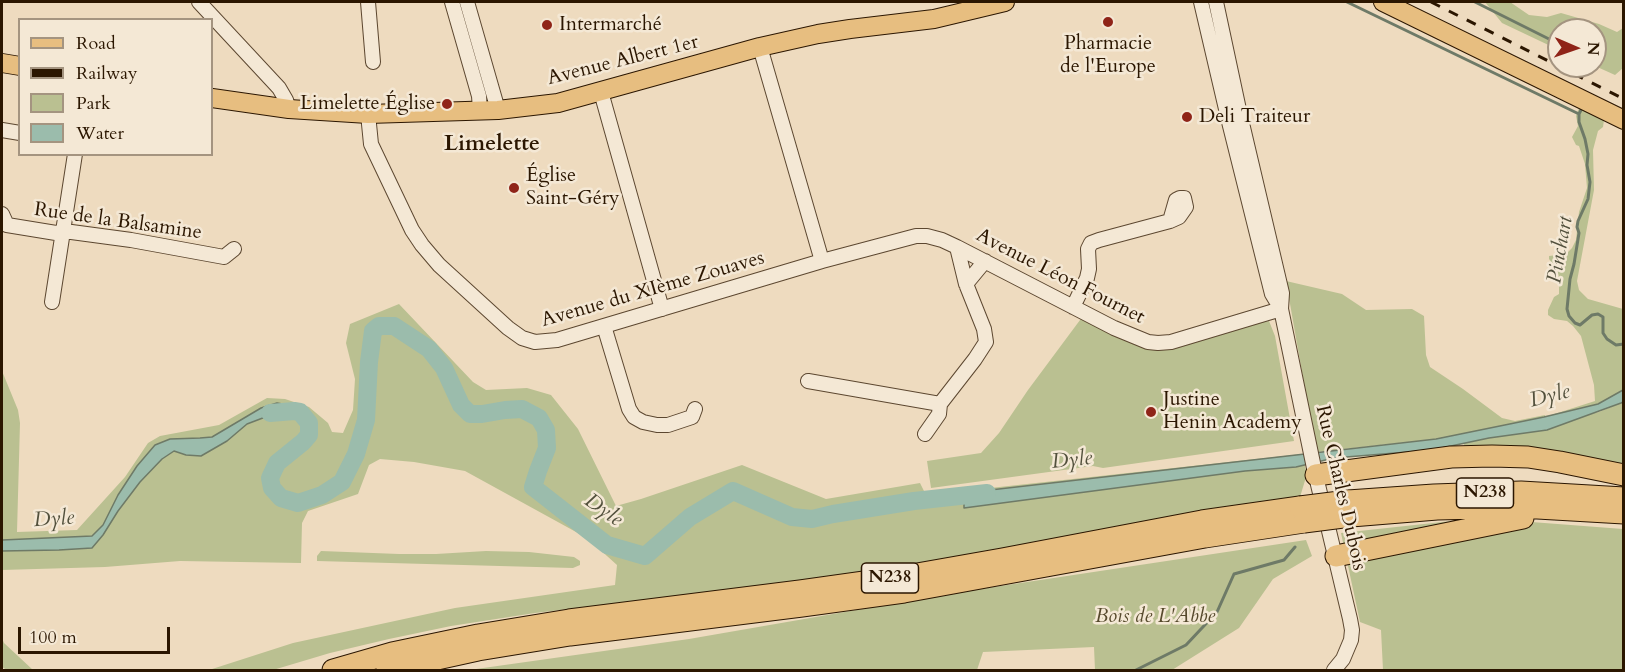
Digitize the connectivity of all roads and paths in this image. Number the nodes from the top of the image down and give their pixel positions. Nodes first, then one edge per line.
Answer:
1 (199, 2) edge
2 (368, 2) edge
3 (452, 2) edge
4 (467, 2) edge
5 (1005, 2) edge
6 (1201, 2) edge
7 (1216, 2) edge
8 (1383, 2) edge
9 (1218, 43) junction
10 (760, 47) junction
11 (2, 63) edge
12 (373, 63) dead end
13 (18, 66) edge
14 (601, 92) junction
15 (213, 98) edge
16 (280, 107) junction
17 (489, 110) junction
18 (368, 114) junction
19 (1617, 117) edge
20 (2, 130) edge
21 (18, 133) edge
22 (75, 156) edge
23 (1170, 220) dead end
24 (3, 223) edge
25 (64, 231) junction
26 (957, 247) junction
27 (229, 257) dead end
28 (822, 261) junction
29 (985, 261) junction
30 (966, 284) junction
31 (52, 303) dead end
32 (1073, 307) junction
33 (662, 309) junction
34 (1281, 309) junction
35 (604, 326) junction
36 (808, 381) dead end
37 (940, 404) junction
38 (695, 409) dead end
39 (925, 434) dead end
40 (1315, 472) junction
41 (1623, 475) edge
42 (1623, 498) edge
43 (1349, 508) junction
44 (1596, 510) junction
45 (1623, 513) edge
46 (1302, 514) junction
47 (1336, 556) junction
48 (478, 650) junction
49 (333, 670) edge
50 (387, 670) edge
51 (427, 670) edge
52 (1334, 670) edge

1 - 16 street
2 - 12 street
3 - 17 street
4 - 17 street
5 - 10 main road, Avenue Albert 1er
6 - 9 street, Rue Charles Dubois
7 - 9 street, Rue Charles Dubois
8 - 19 main road
9 - 34 street, Rue Charles Dubois
10 - 14 main road, Avenue Albert 1er
10 - 28 street
11 - 13 main road
14 - 17 main road, Avenue Albert 1er
14 - 33 street
15 - 16 main road, Avenue Albert 1er
16 - 18 main road, Avenue Albert 1er
17 - 18 main road, Avenue Albert 1er
18 - 35 street, Avenue du XIème Zouaves
20 - 21 street
22 - 25 street
23 - 32 street
24 - 25 street, Rue de la Balsamine
25 - 27 street, Rue de la Balsamine
25 - 31 street
26 - 28 street, Avenue Léon Fournet
26 - 29 street, Avenue Léon Fournet
26 - 30 street
28 - 33 street, Avenue du XIème Zouaves
29 - 30 street
29 - 32 street, Avenue Léon Fournet
30 - 37 street
32 - 34 street, Avenue Léon Fournet
33 - 35 street, Avenue du XIème Zouaves
34 - 40 street, Rue Charles Dubois
35 - 38 street
36 - 37 street
37 - 39 street
40 - 41 highway
40 - 47 street, Rue Charles Dubois
42 - 43 highway, N238
43 - 44 highway, N238
43 - 46 highway, N238, bridge
44 - 45 highway, N238
44 - 47 highway
46 - 48 highway, N238
46 - 49 highway, N238
47 - 52 street, Rue Charles Dubois
48 - 50 highway, N238
48 - 51 highway

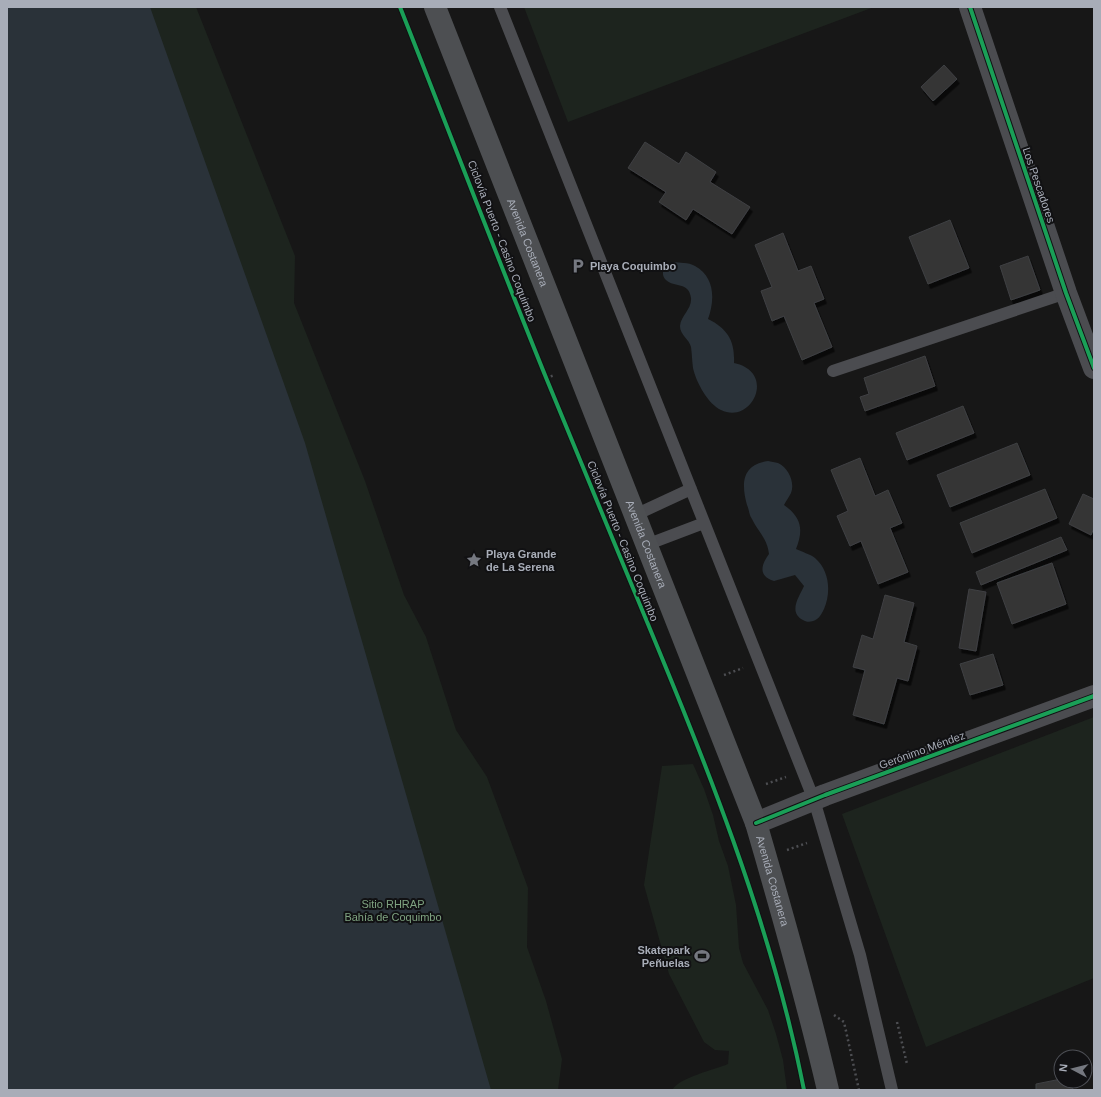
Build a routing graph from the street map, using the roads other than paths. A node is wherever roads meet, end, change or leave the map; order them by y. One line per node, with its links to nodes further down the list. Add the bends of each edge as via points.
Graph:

****************************************

Please repeat the data above exactly as it appears, pictures excluded.

Digitize the connectivity of all roads and paths in this image. Number the nodes from the top of the image down and give their pixel positions. Nodes first, then one edge per line.
Answer:
1 (199, 2) edge
2 (368, 2) edge
3 (452, 2) edge
4 (467, 2) edge
5 (1005, 2) edge
6 (1201, 2) edge
7 (1216, 2) edge
8 (1383, 2) edge
9 (1218, 43) junction
10 (760, 47) junction
11 (2, 63) edge
12 (373, 63) dead end
13 (18, 66) edge
14 (601, 92) junction
15 (213, 98) edge
16 (280, 107) junction
17 (489, 110) junction
18 (368, 114) junction
19 (1617, 117) edge
20 (2, 130) edge
21 (18, 133) edge
22 (75, 156) edge
23 (1170, 220) dead end
24 (3, 223) edge
25 (64, 231) junction
26 (957, 247) junction
27 (229, 257) dead end
28 (822, 261) junction
29 (985, 261) junction
30 (966, 284) junction
31 (52, 303) dead end
32 (1073, 307) junction
33 (662, 309) junction
34 (1281, 309) junction
35 (604, 326) junction
36 (808, 381) dead end
37 (940, 404) junction
38 (695, 409) dead end
39 (925, 434) dead end
40 (1315, 472) junction
41 (1623, 475) edge
42 (1623, 498) edge
43 (1349, 508) junction
44 (1596, 510) junction
45 (1623, 513) edge
46 (1302, 514) junction
47 (1336, 556) junction
48 (478, 650) junction
49 (333, 670) edge
50 (387, 670) edge
51 (427, 670) edge
52 (1334, 670) edge

1 - 16 street
2 - 12 street
3 - 17 street
4 - 17 street
5 - 10 main road, Avenue Albert 1er
6 - 9 street, Rue Charles Dubois
7 - 9 street, Rue Charles Dubois
8 - 19 main road
9 - 34 street, Rue Charles Dubois
10 - 14 main road, Avenue Albert 1er
10 - 28 street
11 - 13 main road
14 - 17 main road, Avenue Albert 1er
14 - 33 street
15 - 16 main road, Avenue Albert 1er
16 - 18 main road, Avenue Albert 1er
17 - 18 main road, Avenue Albert 1er
18 - 35 street, Avenue du XIème Zouaves
20 - 21 street
22 - 25 street
23 - 32 street
24 - 25 street, Rue de la Balsamine
25 - 27 street, Rue de la Balsamine
25 - 31 street
26 - 28 street, Avenue Léon Fournet
26 - 29 street, Avenue Léon Fournet
26 - 30 street
28 - 33 street, Avenue du XIème Zouaves
29 - 30 street
29 - 32 street, Avenue Léon Fournet
30 - 37 street
32 - 34 street, Avenue Léon Fournet
33 - 35 street, Avenue du XIème Zouaves
34 - 40 street, Rue Charles Dubois
35 - 38 street
36 - 37 street
37 - 39 street
40 - 41 highway
40 - 47 street, Rue Charles Dubois
42 - 43 highway, N238
43 - 44 highway, N238
43 - 46 highway, N238, bridge
44 - 45 highway, N238
44 - 47 highway
46 - 48 highway, N238
46 - 49 highway, N238
47 - 52 street, Rue Charles Dubois
48 - 50 highway, N238
48 - 51 highway

Build a routing graph from the street map, using the roads other than paths. A node is wherever roads meet, end, change or leave the map; order them by y. One line per node, with its links to nodes further down the list. Add the bends of each edge as via points.
Graph:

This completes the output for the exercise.